The coupling 10 is manufactured as follows. First, the first hub 111 and the second hub 112 are opposed to each other and placed in a mold. Here, the first claws 12a of the first hub 111 are each positioned in a gap 20 between two adjacent second claws 12b of the second hub 112 so that the first claws 12a and the second claws 12b are located at equal intervals in the circumferential direction. An insert is also arranged at locations corresponding to the through hole 15 of the rubber spacer 13 and the insertion holes 14 of the first hub 111 and the second hub 112. The mold is then clamped. Subsequently, a molten rubber material is injected into a cavity 21 defined by the inner end surfaces 11a of the first hub 111 and the second hub 112 to perform molding. When cooled, the mold is unclamped, and a molded product is removed from the mold. This manufactures the coupling 10 that includes the rubber spacer 13 between the first hub 111 and the second hub 112.

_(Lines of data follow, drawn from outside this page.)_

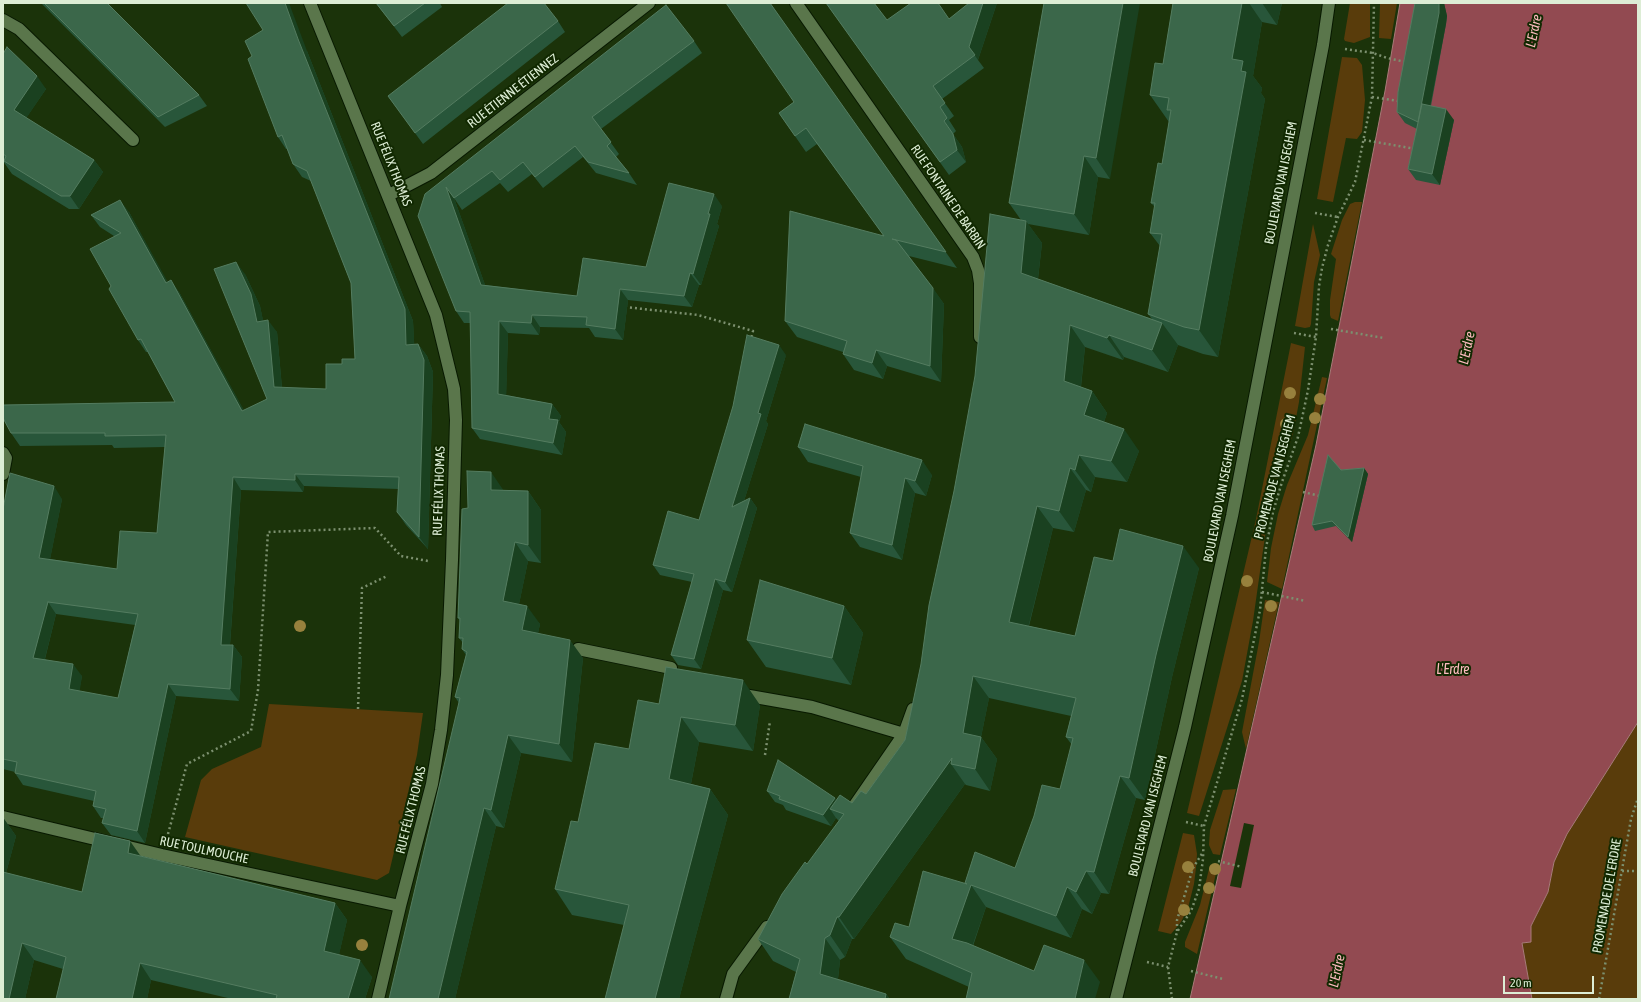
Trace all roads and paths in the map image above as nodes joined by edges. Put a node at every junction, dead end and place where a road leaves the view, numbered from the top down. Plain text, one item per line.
1 (310, 3) edge
2 (649, 3) edge
3 (796, 3) edge
4 (1329, 3) edge
5 (1374, 3) edge
6 (3, 20) edge
7 (1343, 48) dead end
8 (1373, 53) junction
9 (1413, 63) edge
10 (1372, 96) junction
11 (1405, 103) edge
12 (133, 140) dead end
13 (1364, 140) junction
14 (1422, 150) edge
15 (389, 195) junction
16 (1315, 213) dead end
17 (1338, 217) junction
18 (619, 306) edge
19 (1331, 329) dead end
20 (1294, 334) dead end
21 (1316, 337) junction
22 (1384, 338) dead end
23 (980, 345) edge
24 (749, 347) edge
25 (5, 455) edge
26 (3, 474) edge
27 (1303, 492) dead end
28 (1324, 497) edge
29 (428, 561) dead end
30 (387, 576) dead end
31 (1262, 592) junction
32 (1306, 601) dead end
33 (578, 649) dead end
34 (671, 668) edge
35 (726, 692) edge
36 (917, 694) edge
37 (772, 700) junction
38 (358, 709) dead end
39 (904, 734) junction
40 (765, 755) dead end
41 (1638, 798) edge
42 (847, 816) edge
43 (3, 817) edge
44 (1186, 822) dead end
45 (1204, 826) junction
46 (1203, 852) junction
47 (162, 855) junction
48 (1218, 861) dead end
49 (1242, 867) dead end
50 (1622, 871) junction
51 (1638, 871) edge
52 (400, 906) junction
53 (775, 917) edge
54 (1177, 932) junction
55 (1191, 971) dead end
56 (1224, 979) dead end
57 (378, 999) edge
58 (726, 999) edge
59 (1116, 999) edge
60 (1172, 999) edge
61 (1599, 999) edge

1 - 15 street, RUE FÉLIX THOMAS
2 - 15 street, RUE ÉTIENNE ÉTIENNEZ
3 - 23 street, RUE FONTAINE DE BARBIN
4 - 59 street, BOULEVARD VAN ISEGHEM
5 - 8 path, PROMENADE VAN ISEGHEM
6 - 12 street
7 - 8 path
8 - 9 path
8 - 10 path, PROMENADE VAN ISEGHEM
10 - 11 path
10 - 13 path, PROMENADE VAN ISEGHEM
13 - 14 path
13 - 17 path, PROMENADE VAN ISEGHEM
15 - 52 street, RUE FÉLIX THOMAS
16 - 17 path
17 - 21 path, PROMENADE VAN ISEGHEM
18 - 24 path
19 - 22 path
20 - 21 path
21 - 31 path, PROMENADE VAN ISEGHEM
25 - 26 street
27 - 28 path
29 - 47 path
30 - 38 path
31 - 32 path
31 - 45 path, PROMENADE VAN ISEGHEM
33 - 34 street
35 - 37 street
36 - 39 street
37 - 39 street
37 - 40 path
39 - 42 street
41 - 50 path, PROMENADE DE L'ERDRE
43 - 47 street, RUE TOULMOUCHE
44 - 45 path
45 - 46 path, PROMENADE VAN ISEGHEM
46 - 54 path
46 - 54 path, PROMENADE VAN ISEGHEM
47 - 52 street, RUE TOULMOUCHE
48 - 49 path
50 - 51 path
50 - 61 path, PROMENADE DE L'ERDRE
52 - 57 street, RUE FÉLIX THOMAS
53 - 58 street
54 - 60 path, PROMENADE VAN ISEGHEM
55 - 56 path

As shown in FIG. 2, when the first claws 12a of the first hub 111 and the second claws 12b of the second hub 112 are located at equal intervals in the circumferential direction, the rubber spacer 13 is located in the cavity 21 defined by the opposing inner end surfaces 11a of the first hub 111 and the second hub 112. In a cross-section orthogonal to the axis x of the first hub 111 and the second hub 112, it is preferred that a cross-sectional area of the rubber spacer 13 between the inner circumference of the claws 12 and the outer circumference of the claws 12 be 20% to 50% of a combined cross-sectional area of the claws 12 and the rubber spacer 13 between the inner circumference of the claws 12 and the outer circumference of the claws 12. When the cross-sectional area of the rubber spacer 13 between the inner circumference of the claws 12 and the outer circumference of the claws 12 is in the above range, the rubber spacer 13 limits oscillations and increases the square root K^1/2 of the dynamic torsional spring constant K further easily.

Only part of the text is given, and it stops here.